*** Opening of RECORDS TO PROCESS ***

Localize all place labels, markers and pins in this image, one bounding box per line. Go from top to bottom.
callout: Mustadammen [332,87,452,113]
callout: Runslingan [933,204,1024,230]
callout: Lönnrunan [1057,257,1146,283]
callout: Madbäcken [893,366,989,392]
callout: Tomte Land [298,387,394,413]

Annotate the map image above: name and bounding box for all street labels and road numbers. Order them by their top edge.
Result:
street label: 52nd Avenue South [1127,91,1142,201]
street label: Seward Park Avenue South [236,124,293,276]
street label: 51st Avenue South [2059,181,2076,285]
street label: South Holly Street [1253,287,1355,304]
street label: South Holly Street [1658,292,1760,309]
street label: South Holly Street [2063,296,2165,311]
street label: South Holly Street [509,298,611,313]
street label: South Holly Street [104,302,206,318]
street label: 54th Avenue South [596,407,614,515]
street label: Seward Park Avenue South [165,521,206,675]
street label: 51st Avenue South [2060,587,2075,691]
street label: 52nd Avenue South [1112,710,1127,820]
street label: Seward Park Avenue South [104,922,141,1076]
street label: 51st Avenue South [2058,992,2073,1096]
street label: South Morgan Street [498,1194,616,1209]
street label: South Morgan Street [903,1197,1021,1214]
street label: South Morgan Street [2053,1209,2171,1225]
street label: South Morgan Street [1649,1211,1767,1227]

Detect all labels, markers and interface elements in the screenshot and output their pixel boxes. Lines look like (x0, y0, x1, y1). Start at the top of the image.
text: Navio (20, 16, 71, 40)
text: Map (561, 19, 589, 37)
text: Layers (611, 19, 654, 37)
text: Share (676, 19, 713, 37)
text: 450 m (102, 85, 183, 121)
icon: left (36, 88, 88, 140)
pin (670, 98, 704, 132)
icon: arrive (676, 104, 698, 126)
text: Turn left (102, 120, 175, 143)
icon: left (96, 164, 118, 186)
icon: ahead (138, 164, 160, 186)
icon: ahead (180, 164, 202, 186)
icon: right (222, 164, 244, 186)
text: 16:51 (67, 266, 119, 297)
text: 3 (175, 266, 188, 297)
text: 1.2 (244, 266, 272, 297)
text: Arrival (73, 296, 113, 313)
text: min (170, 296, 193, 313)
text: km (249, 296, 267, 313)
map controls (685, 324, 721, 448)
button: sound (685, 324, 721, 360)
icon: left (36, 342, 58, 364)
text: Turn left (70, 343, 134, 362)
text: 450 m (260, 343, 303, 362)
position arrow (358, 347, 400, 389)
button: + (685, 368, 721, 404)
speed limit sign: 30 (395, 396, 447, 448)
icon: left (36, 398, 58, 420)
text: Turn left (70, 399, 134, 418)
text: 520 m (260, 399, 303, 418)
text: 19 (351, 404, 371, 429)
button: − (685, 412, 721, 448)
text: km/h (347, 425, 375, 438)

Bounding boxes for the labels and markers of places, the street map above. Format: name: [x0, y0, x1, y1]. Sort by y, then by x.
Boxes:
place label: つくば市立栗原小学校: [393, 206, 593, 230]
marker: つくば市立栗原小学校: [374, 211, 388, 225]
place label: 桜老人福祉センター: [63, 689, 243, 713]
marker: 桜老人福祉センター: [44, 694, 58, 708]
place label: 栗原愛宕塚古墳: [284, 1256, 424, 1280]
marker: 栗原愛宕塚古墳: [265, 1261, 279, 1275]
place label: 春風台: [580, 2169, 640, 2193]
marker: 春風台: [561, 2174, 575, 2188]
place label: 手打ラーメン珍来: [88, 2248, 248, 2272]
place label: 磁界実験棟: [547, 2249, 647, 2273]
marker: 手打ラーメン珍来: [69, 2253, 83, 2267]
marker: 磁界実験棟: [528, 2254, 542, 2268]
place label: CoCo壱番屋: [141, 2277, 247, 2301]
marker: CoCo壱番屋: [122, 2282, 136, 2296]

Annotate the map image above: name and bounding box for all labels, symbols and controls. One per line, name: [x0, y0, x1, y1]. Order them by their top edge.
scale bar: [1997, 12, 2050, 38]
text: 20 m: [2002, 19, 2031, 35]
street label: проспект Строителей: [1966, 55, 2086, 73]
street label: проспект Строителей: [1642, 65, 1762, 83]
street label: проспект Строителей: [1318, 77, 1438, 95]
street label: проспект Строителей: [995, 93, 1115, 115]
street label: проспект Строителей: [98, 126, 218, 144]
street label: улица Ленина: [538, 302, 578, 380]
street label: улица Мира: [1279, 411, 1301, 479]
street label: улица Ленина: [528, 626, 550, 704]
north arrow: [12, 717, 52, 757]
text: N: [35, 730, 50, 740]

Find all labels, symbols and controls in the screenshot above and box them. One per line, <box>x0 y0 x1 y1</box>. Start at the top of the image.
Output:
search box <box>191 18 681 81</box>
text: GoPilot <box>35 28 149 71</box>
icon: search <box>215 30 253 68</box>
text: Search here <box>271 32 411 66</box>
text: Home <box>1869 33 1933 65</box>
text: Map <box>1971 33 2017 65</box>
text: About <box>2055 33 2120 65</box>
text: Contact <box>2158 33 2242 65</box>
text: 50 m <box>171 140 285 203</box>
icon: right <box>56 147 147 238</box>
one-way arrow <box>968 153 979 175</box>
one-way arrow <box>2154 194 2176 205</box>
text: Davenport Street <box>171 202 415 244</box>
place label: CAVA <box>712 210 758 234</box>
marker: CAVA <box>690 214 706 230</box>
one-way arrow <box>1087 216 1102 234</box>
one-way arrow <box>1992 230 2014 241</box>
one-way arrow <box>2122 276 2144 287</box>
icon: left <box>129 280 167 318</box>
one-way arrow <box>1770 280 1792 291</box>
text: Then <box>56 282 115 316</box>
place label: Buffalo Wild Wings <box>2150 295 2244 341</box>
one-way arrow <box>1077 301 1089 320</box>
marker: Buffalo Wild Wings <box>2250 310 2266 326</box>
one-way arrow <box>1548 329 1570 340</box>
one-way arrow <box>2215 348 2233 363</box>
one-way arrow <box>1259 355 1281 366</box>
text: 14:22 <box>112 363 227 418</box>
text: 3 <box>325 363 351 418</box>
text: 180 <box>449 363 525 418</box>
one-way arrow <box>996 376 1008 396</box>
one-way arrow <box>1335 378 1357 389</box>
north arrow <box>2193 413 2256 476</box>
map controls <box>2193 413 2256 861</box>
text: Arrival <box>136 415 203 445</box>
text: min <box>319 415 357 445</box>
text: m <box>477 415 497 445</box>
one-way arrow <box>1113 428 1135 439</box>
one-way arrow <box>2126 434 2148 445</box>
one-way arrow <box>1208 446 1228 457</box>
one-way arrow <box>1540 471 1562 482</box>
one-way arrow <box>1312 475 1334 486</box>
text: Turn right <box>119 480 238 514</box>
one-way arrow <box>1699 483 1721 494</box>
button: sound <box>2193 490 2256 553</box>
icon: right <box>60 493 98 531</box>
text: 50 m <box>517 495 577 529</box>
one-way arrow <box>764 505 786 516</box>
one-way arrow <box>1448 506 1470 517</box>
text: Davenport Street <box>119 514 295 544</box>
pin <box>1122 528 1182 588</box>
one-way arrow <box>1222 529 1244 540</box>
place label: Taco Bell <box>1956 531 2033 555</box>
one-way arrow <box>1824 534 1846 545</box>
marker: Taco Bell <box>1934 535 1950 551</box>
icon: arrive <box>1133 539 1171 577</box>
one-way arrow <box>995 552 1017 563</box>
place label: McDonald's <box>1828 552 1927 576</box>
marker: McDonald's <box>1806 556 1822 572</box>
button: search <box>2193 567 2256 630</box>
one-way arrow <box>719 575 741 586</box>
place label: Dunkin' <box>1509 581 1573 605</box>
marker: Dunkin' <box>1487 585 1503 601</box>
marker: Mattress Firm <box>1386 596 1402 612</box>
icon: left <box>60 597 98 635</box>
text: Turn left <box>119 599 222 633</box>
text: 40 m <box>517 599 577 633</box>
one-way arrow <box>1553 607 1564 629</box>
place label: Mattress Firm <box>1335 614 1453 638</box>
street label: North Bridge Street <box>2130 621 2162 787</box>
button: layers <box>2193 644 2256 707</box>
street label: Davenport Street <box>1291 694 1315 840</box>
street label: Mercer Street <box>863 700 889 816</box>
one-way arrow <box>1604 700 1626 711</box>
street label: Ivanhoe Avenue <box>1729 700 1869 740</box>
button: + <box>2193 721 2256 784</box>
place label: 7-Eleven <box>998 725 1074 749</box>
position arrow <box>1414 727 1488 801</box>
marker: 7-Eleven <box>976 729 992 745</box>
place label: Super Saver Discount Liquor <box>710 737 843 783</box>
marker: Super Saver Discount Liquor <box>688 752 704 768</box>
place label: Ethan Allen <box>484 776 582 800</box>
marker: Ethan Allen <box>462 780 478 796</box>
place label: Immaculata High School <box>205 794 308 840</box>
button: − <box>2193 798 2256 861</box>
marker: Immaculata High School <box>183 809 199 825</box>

*** Close of RECORDS TO PROCESS ***

TASK OBJECTIVE
Whenever "button" occurs in a line above, copy that line.

FINISHED EXERCISE
button: sound (685, 324, 721, 360)
button: + (685, 368, 721, 404)
button: − (685, 412, 721, 448)
button: sound <box>2193 490 2256 553</box>
button: search <box>2193 567 2256 630</box>
button: layers <box>2193 644 2256 707</box>
button: + <box>2193 721 2256 784</box>
button: − <box>2193 798 2256 861</box>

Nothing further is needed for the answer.